Subjektivität (Lat. "Unterworfenheit") ist im ursprünglichen Sinne diejenige Eigenschaft, die ein Subjekt von einem Gegenstand unterscheidet. Wie diese Eigenschaft genauer zu fassen ist, ist in Philosophie und Wissenschaft seit Beginn der Antike umstritten.
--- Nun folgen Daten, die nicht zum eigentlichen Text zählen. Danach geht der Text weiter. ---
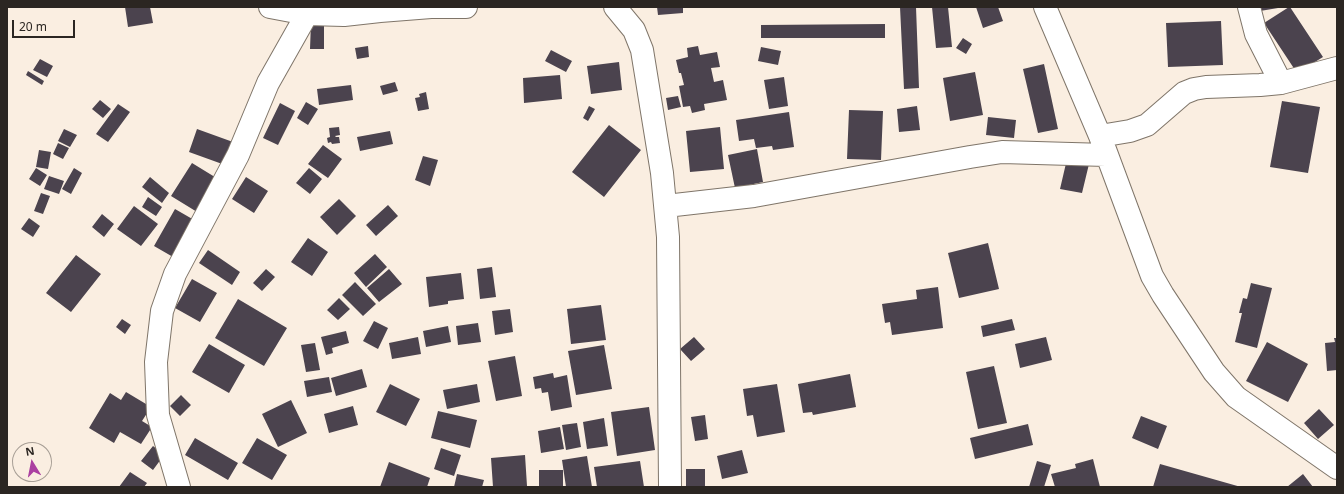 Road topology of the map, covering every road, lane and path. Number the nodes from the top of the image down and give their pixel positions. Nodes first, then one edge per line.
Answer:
1 (270, 7) edge
2 (466, 7) edge
3 (615, 7) edge
4 (1045, 7) edge
5 (1249, 7) edge
6 (307, 14) junction
7 (1337, 68) edge
8 (1281, 83) junction
9 (1103, 146) junction
10 (666, 206) junction
11 (1337, 468) edge
12 (180, 487) edge
13 (670, 487) edge

1 - 6 street
2 - 6 street
3 - 10 street
4 - 9 street
5 - 8 street
6 - 12 street
7 - 8 street
8 - 9 street
9 - 10 street
9 - 11 street
10 - 13 street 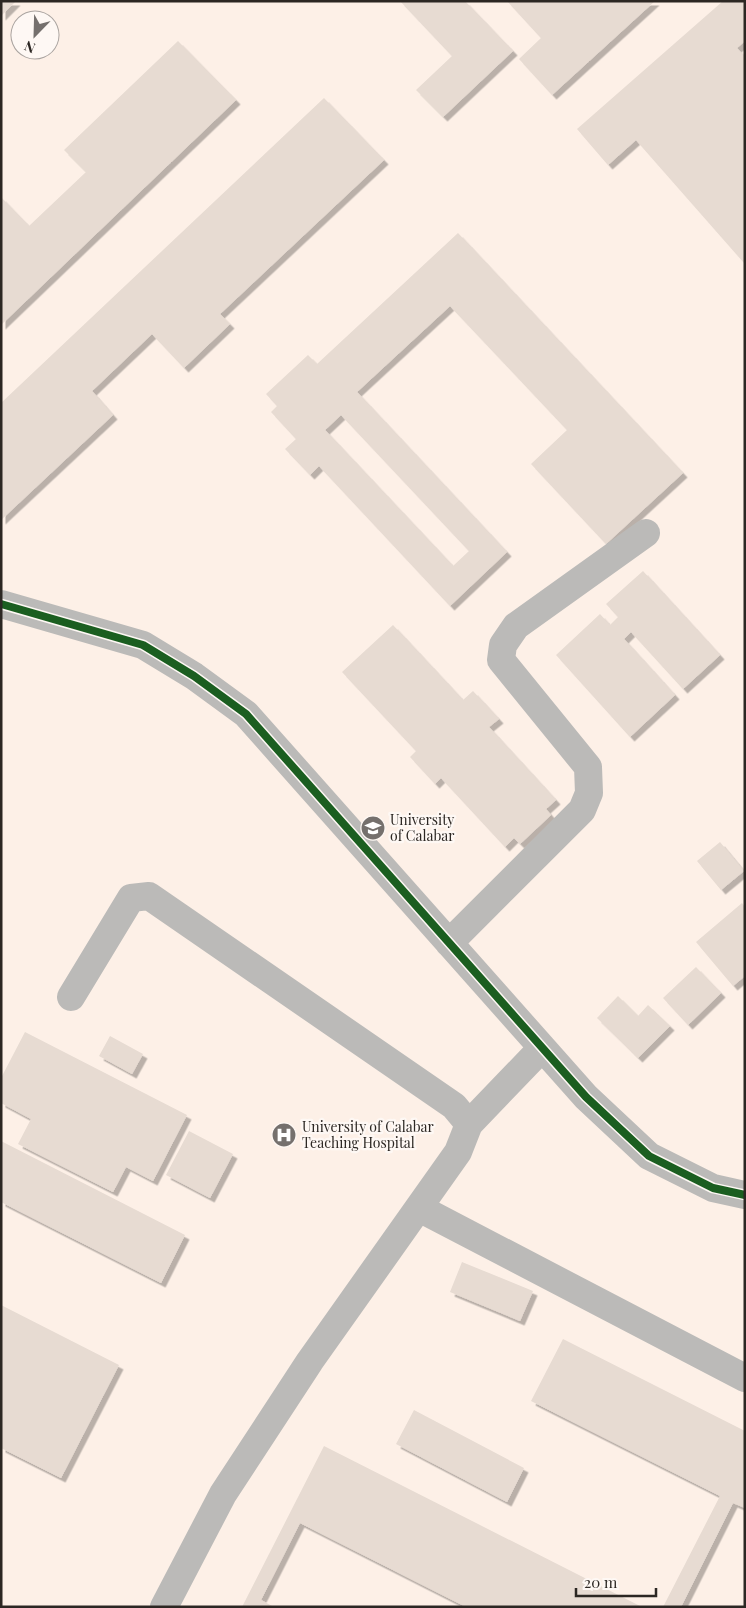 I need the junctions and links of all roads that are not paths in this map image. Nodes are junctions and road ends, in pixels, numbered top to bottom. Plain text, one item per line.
1 (646, 533) dead end
2 (1, 604) edge
3 (450, 944) junction
4 (71, 997) dead end
5 (542, 1048) junction
6 (469, 1124) junction
7 (745, 1195) edge
8 (419, 1208) junction
9 (745, 1378) edge
10 (164, 1607) edge

1 - 3 street
2 - 3 street
3 - 5 street
4 - 6 street
5 - 6 street
5 - 7 street
6 - 8 street
8 - 9 street
8 - 10 street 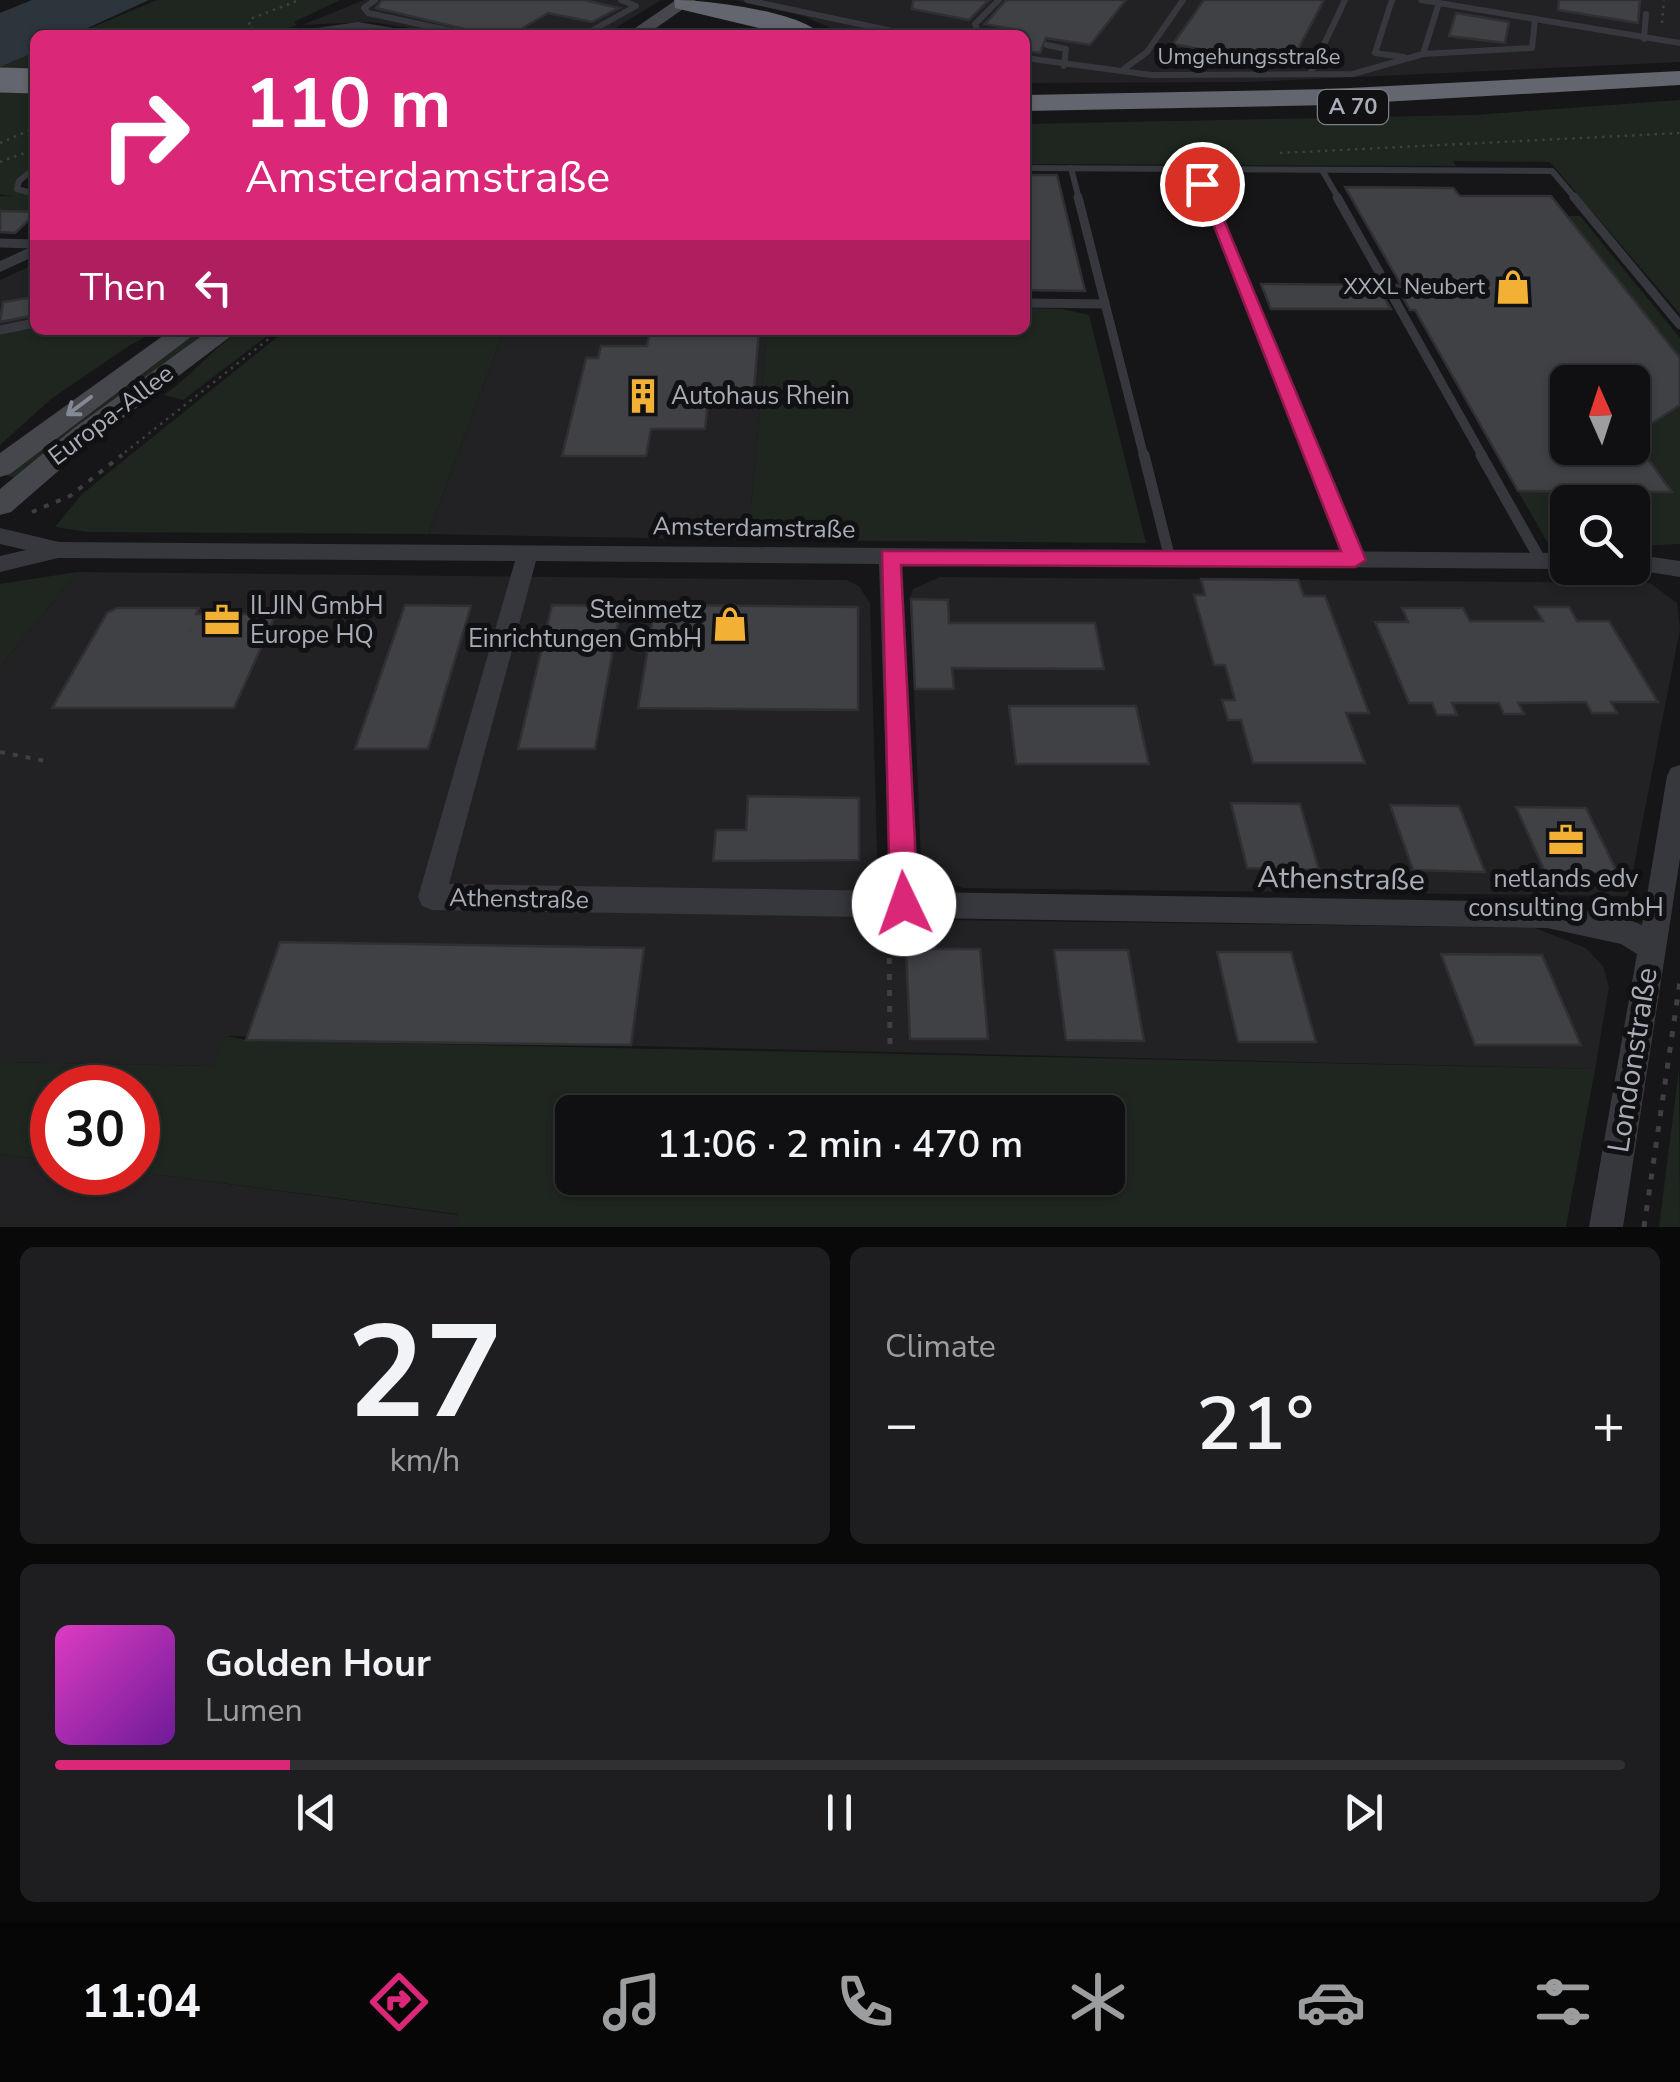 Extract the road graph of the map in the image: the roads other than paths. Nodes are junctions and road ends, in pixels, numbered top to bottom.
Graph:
1 (376, 0) edge
2 (621, 0) edge
3 (747, 0) edge
4 (999, 0) edge
5 (1183, 0) edge
6 (1345, 0) edge
7 (1392, 0) edge
8 (1422, 0) edge
9 (1439, 3) junction
10 (368, 13) junction
11 (683, 14) edge
12 (1646, 14) dead end
13 (1588, 15) dead end
14 (1535, 20) junction
15 (358, 26) junction
16 (1585, 28) junction
17 (322, 30) edge
18 (390, 30) edge
19 (447, 30) edge
20 (593, 30) edge
21 (646, 30) edge
22 (752, 30) edge
23 (780, 30) edge
24 (888, 30) edge
25 (977, 30) edge
26 (1648, 39) junction
27 (1049, 42) dead end
28 (1680, 43) edge
29 (1423, 54) junction
30 (1408, 58) junction
31 (1030, 59) edge
32 (1064, 66) junction
33 (1124, 69) junction
34 (1310, 74) junction
35 (1680, 78) edge
36 (0, 80) edge
37 (30, 81) edge
38 (1680, 89) edge
39 (0, 91) edge
40 (30, 92) edge
41 (1030, 103) edge
42 (1030, 114) edge
43 (1030, 168) edge
44 (1071, 168) junction
45 (1196, 169) junction
46 (1322, 170) junction
47 (30, 172) edge
48 (30, 193) edge
49 (0, 243) edge
50 (30, 246) edge
51 (30, 250) edge
52 (0, 268) edge
53 (1030, 303) edge
54 (1104, 304) junction
55 (30, 324) edge
56 (1680, 325) edge
57 (0, 330) edge
58 (180, 335) edge
59 (219, 335) edge
60 (0, 467) edge
61 (0, 505) edge
62 (0, 536) edge
63 (60, 550) junction
64 (528, 553) junction
65 (890, 557) junction
66 (1170, 559) junction
67 (1355, 560) junction
68 (1541, 561) junction
69 (1550, 561) edge
70 (0, 564) edge
71 (1650, 565) edge
72 (1680, 569) edge
73 (1680, 776) edge
74 (896, 904) junction
75 (1651, 947) junction
76 (1606, 1227) edge

1 - 10 lane
2 - 20 lane
3 - 24 lane
4 - 25 lane
5 - 33 lane
6 - 34 lane
7 - 30 lane
8 - 9 lane
9 - 14 lane
9 - 29 lane
10 - 15 lane
10 - 19 lane
11 - 21 street
11 - 22 highway
11 - 23 highway
12 - 26 lane
13 - 16 lane
14 - 16 lane
14 - 29 lane, Umgehungsstraße
15 - 17 street
15 - 18 street
16 - 26 lane
26 - 28 lane
27 - 32 lane
29 - 30 lane, Umgehungsstraße
30 - 34 lane, Umgehungsstraße
31 - 32 lane, Umgehungsstraße
32 - 33 lane, Umgehungsstraße
33 - 34 lane, Umgehungsstraße
35 - 41 highway, A 70
36 - 37 highway, bridge
38 - 42 highway, A 70
39 - 40 highway
43 - 44 lane
44 - 45 lane
44 - 54 lane
45 - 46 lane
45 - 67 lane
46 - 56 lane
46 - 68 lane
47 - 48 lane
49 - 50 lane
51 - 52 street
53 - 54 lane
54 - 66 lane
55 - 57 lane
58 -> 60 street, Europa-Allee
59 - 61 street, Europa-Allee
62 - 63 street, Amsterdamstraße
63 - 64 street, Amsterdamstraße
63 - 70 street, Amsterdamstraße
64 - 65 street, Amsterdamstraße
64 - 74 street, Athenstraße
65 - 66 street, Amsterdamstraße
65 - 74 street
66 - 67 street, Amsterdamstraße
67 - 68 street, Amsterdamstraße
68 - 69 street, Amsterdamstraße
71 - 72 street
73 - 75 street, Londonstraße
74 - 75 street, Athenstraße
75 - 76 street, Londonstraße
Im abgeleiteten Sinne steht Subjektivität auch für dasjenige Verhältnis eines Subjekts zu seiner Umwelt, das nicht objektiv ist. In diesem Sinne wird Subjektivität in den Naturwissenschaften zumeist als Fehlerquelle angesehen und zu vermeiden versucht. In den Sozialwissenschaften und der Psychologie ist der Erkenntniswert subjektiver und subjektorientierter Qualitativer Forschungsmethoden dagegen weitgehend anerkannt.

Die Soziologen Peter L. Berger und Thomas Luckmann gehen in ihrem Werk „Die gesellschaftliche Konstruktion der Wirklichkeit“ davon aus, dass die gesellschaftliche Wirklichkeit von den Individuen durch ihre subjektive Wahrnehmung erst konstruiert wird und nicht objektiv (unabhängig) von der Subjektivität existieren kann.

Im Bereich der Sozialpädagogik ist Subjektivität ein Konstrukt des Bewältigungskonzeptes zur Wiederherstellung von Handlungsfähigkeit und Erhalt des Selbstwertes.